* _Task goal_
Reprint all records below exactly. No images.

╔══

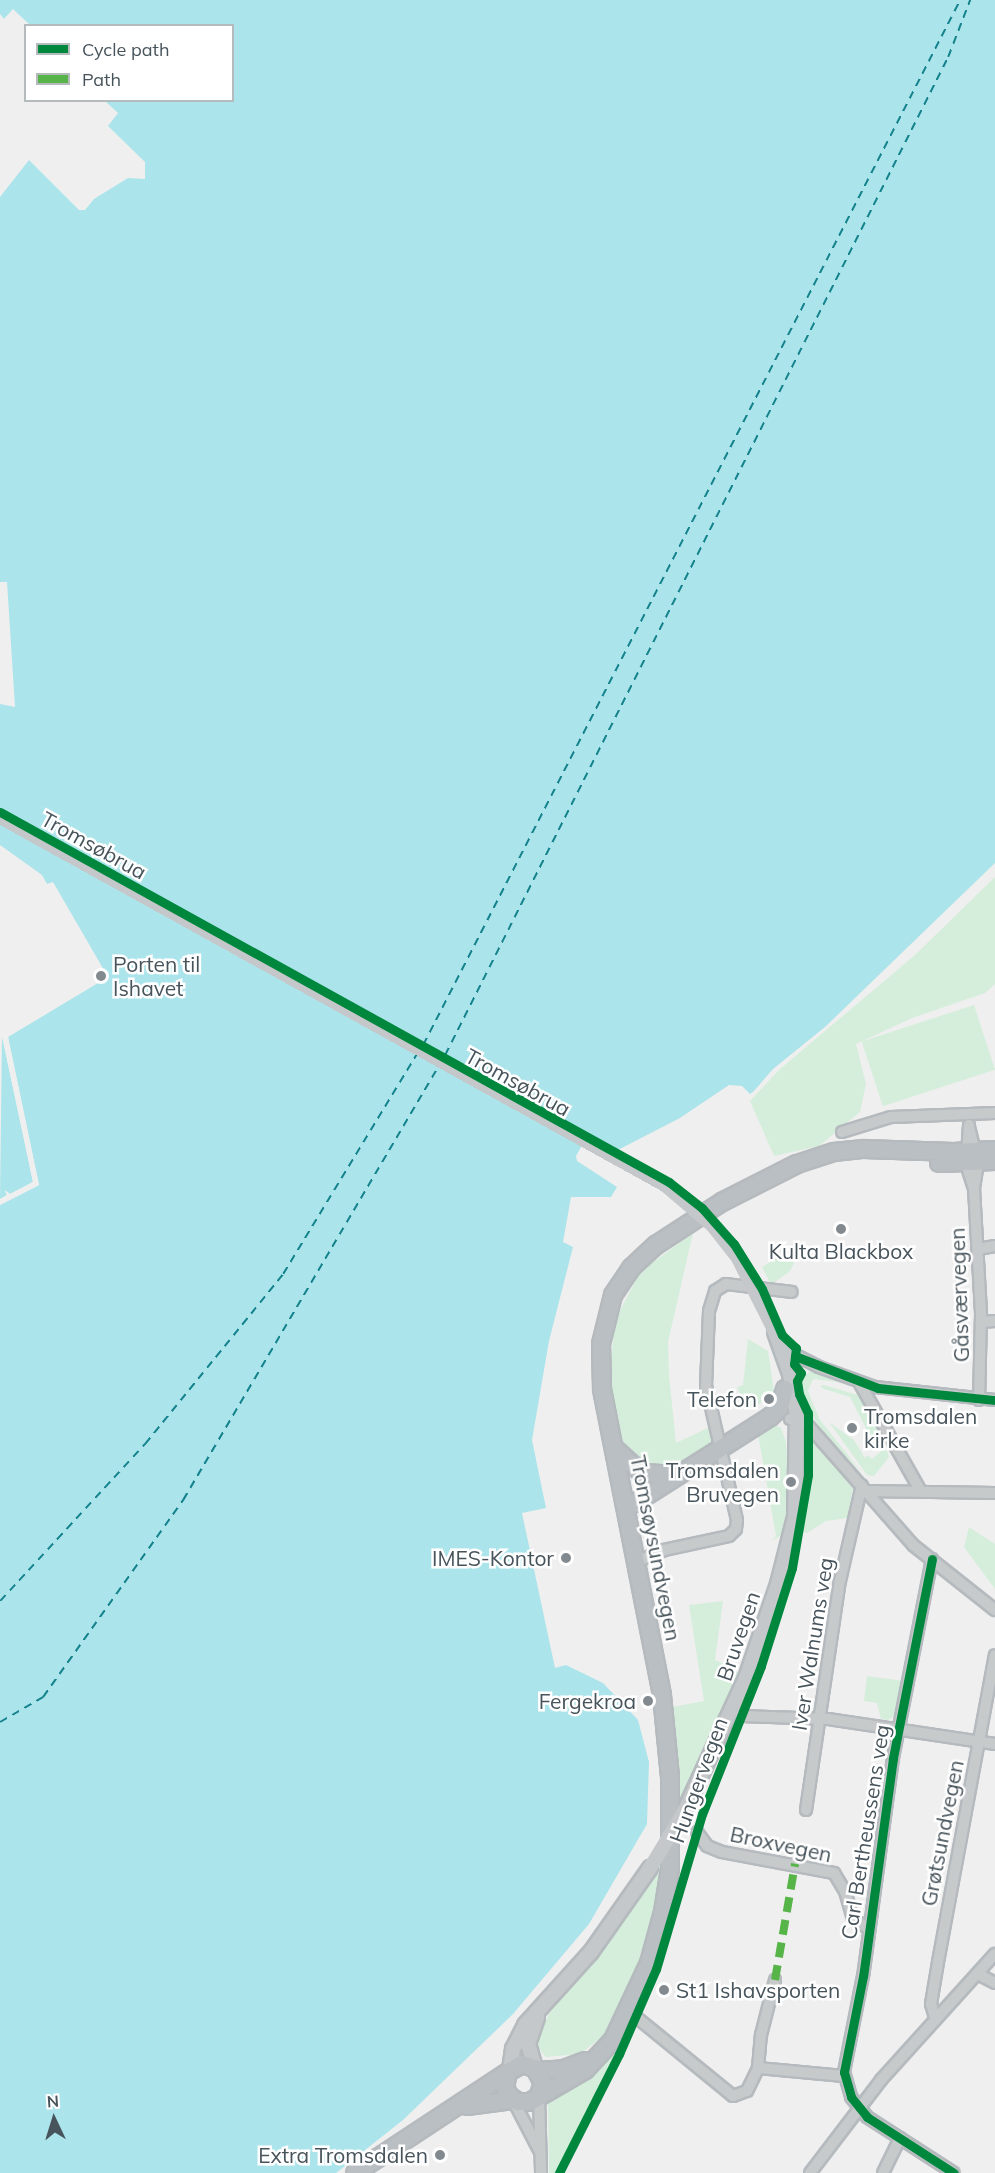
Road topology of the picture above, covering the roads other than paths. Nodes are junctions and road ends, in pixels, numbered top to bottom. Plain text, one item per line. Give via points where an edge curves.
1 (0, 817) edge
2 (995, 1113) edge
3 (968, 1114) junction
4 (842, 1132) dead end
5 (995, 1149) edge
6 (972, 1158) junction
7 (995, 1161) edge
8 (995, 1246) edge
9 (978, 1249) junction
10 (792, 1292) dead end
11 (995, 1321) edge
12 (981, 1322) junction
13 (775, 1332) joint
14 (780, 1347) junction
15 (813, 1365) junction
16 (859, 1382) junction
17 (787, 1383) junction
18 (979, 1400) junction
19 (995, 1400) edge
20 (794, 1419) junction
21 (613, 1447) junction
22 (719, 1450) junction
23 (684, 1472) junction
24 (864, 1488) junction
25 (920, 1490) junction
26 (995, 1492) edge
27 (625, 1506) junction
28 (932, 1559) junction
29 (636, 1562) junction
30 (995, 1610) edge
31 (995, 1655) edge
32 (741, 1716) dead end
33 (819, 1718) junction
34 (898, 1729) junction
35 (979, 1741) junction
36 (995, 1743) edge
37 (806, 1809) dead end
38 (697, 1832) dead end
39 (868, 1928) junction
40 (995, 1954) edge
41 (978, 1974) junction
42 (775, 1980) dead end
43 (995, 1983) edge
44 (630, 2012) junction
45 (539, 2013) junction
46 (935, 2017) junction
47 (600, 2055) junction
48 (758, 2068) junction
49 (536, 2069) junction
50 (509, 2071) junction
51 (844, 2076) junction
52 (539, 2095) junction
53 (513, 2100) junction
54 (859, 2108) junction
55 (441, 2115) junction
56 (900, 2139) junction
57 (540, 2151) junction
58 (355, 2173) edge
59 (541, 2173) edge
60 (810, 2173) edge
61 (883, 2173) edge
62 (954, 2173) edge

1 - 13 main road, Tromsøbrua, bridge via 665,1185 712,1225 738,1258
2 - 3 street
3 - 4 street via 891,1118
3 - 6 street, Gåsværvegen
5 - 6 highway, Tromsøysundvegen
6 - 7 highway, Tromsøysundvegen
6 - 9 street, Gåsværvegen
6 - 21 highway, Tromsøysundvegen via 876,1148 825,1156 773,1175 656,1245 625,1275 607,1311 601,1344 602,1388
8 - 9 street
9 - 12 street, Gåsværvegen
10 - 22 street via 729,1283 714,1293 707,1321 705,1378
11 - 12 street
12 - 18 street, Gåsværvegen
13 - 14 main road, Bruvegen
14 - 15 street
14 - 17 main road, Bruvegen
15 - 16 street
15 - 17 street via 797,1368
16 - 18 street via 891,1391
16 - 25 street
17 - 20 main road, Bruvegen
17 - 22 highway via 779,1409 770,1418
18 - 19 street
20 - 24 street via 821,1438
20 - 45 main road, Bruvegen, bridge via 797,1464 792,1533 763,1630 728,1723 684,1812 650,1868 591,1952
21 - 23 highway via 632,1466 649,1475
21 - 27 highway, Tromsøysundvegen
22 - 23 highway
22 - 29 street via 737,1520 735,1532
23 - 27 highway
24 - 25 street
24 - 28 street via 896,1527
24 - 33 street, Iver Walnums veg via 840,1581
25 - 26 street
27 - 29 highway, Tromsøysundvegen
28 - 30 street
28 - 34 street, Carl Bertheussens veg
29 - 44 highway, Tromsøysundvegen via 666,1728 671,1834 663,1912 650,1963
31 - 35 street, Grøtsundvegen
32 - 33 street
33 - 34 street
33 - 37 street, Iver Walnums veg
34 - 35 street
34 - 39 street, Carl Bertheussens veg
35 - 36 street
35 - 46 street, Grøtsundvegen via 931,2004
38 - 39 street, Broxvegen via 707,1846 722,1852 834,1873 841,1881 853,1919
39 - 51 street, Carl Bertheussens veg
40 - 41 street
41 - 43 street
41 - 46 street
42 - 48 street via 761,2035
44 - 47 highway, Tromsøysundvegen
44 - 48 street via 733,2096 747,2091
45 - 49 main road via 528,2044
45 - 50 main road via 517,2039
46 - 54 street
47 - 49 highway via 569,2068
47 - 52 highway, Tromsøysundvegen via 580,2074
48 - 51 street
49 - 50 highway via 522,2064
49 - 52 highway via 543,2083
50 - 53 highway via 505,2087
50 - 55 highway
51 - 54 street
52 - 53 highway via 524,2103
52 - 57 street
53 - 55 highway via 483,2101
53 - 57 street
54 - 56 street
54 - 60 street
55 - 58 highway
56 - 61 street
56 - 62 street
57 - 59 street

╚══

* _Response_
Road topology of the picture above, covering the roads other than paths. Nodes are junctions and road ends, in pixels, numbered top to bottom. Plain text, one item per line. Give via points where an edge curves.
1 (0, 817) edge
2 (995, 1113) edge
3 (968, 1114) junction
4 (842, 1132) dead end
5 (995, 1149) edge
6 (972, 1158) junction
7 (995, 1161) edge
8 (995, 1246) edge
9 (978, 1249) junction
10 (792, 1292) dead end
11 (995, 1321) edge
12 (981, 1322) junction
13 (775, 1332) joint
14 (780, 1347) junction
15 (813, 1365) junction
16 (859, 1382) junction
17 (787, 1383) junction
18 (979, 1400) junction
19 (995, 1400) edge
20 (794, 1419) junction
21 (613, 1447) junction
22 (719, 1450) junction
23 (684, 1472) junction
24 (864, 1488) junction
25 (920, 1490) junction
26 (995, 1492) edge
27 (625, 1506) junction
28 (932, 1559) junction
29 (636, 1562) junction
30 (995, 1610) edge
31 (995, 1655) edge
32 (741, 1716) dead end
33 (819, 1718) junction
34 (898, 1729) junction
35 (979, 1741) junction
36 (995, 1743) edge
37 (806, 1809) dead end
38 (697, 1832) dead end
39 (868, 1928) junction
40 (995, 1954) edge
41 (978, 1974) junction
42 (775, 1980) dead end
43 (995, 1983) edge
44 (630, 2012) junction
45 (539, 2013) junction
46 (935, 2017) junction
47 (600, 2055) junction
48 (758, 2068) junction
49 (536, 2069) junction
50 (509, 2071) junction
51 (844, 2076) junction
52 (539, 2095) junction
53 (513, 2100) junction
54 (859, 2108) junction
55 (441, 2115) junction
56 (900, 2139) junction
57 (540, 2151) junction
58 (355, 2173) edge
59 (541, 2173) edge
60 (810, 2173) edge
61 (883, 2173) edge
62 (954, 2173) edge

1 - 13 main road, Tromsøbrua, bridge via 665,1185 712,1225 738,1258
2 - 3 street
3 - 4 street via 891,1118
3 - 6 street, Gåsværvegen
5 - 6 highway, Tromsøysundvegen
6 - 7 highway, Tromsøysundvegen
6 - 9 street, Gåsværvegen
6 - 21 highway, Tromsøysundvegen via 876,1148 825,1156 773,1175 656,1245 625,1275 607,1311 601,1344 602,1388
8 - 9 street
9 - 12 street, Gåsværvegen
10 - 22 street via 729,1283 714,1293 707,1321 705,1378
11 - 12 street
12 - 18 street, Gåsværvegen
13 - 14 main road, Bruvegen
14 - 15 street
14 - 17 main road, Bruvegen
15 - 16 street
15 - 17 street via 797,1368
16 - 18 street via 891,1391
16 - 25 street
17 - 20 main road, Bruvegen
17 - 22 highway via 779,1409 770,1418
18 - 19 street
20 - 24 street via 821,1438
20 - 45 main road, Bruvegen, bridge via 797,1464 792,1533 763,1630 728,1723 684,1812 650,1868 591,1952
21 - 23 highway via 632,1466 649,1475
21 - 27 highway, Tromsøysundvegen
22 - 23 highway
22 - 29 street via 737,1520 735,1532
23 - 27 highway
24 - 25 street
24 - 28 street via 896,1527
24 - 33 street, Iver Walnums veg via 840,1581
25 - 26 street
27 - 29 highway, Tromsøysundvegen
28 - 30 street
28 - 34 street, Carl Bertheussens veg
29 - 44 highway, Tromsøysundvegen via 666,1728 671,1834 663,1912 650,1963
31 - 35 street, Grøtsundvegen
32 - 33 street
33 - 34 street
33 - 37 street, Iver Walnums veg
34 - 35 street
34 - 39 street, Carl Bertheussens veg
35 - 36 street
35 - 46 street, Grøtsundvegen via 931,2004
38 - 39 street, Broxvegen via 707,1846 722,1852 834,1873 841,1881 853,1919
39 - 51 street, Carl Bertheussens veg
40 - 41 street
41 - 43 street
41 - 46 street
42 - 48 street via 761,2035
44 - 47 highway, Tromsøysundvegen
44 - 48 street via 733,2096 747,2091
45 - 49 main road via 528,2044
45 - 50 main road via 517,2039
46 - 54 street
47 - 49 highway via 569,2068
47 - 52 highway, Tromsøysundvegen via 580,2074
48 - 51 street
49 - 50 highway via 522,2064
49 - 52 highway via 543,2083
50 - 53 highway via 505,2087
50 - 55 highway
51 - 54 street
52 - 53 highway via 524,2103
52 - 57 street
53 - 55 highway via 483,2101
53 - 57 street
54 - 56 street
54 - 60 street
55 - 58 highway
56 - 61 street
56 - 62 street
57 - 59 street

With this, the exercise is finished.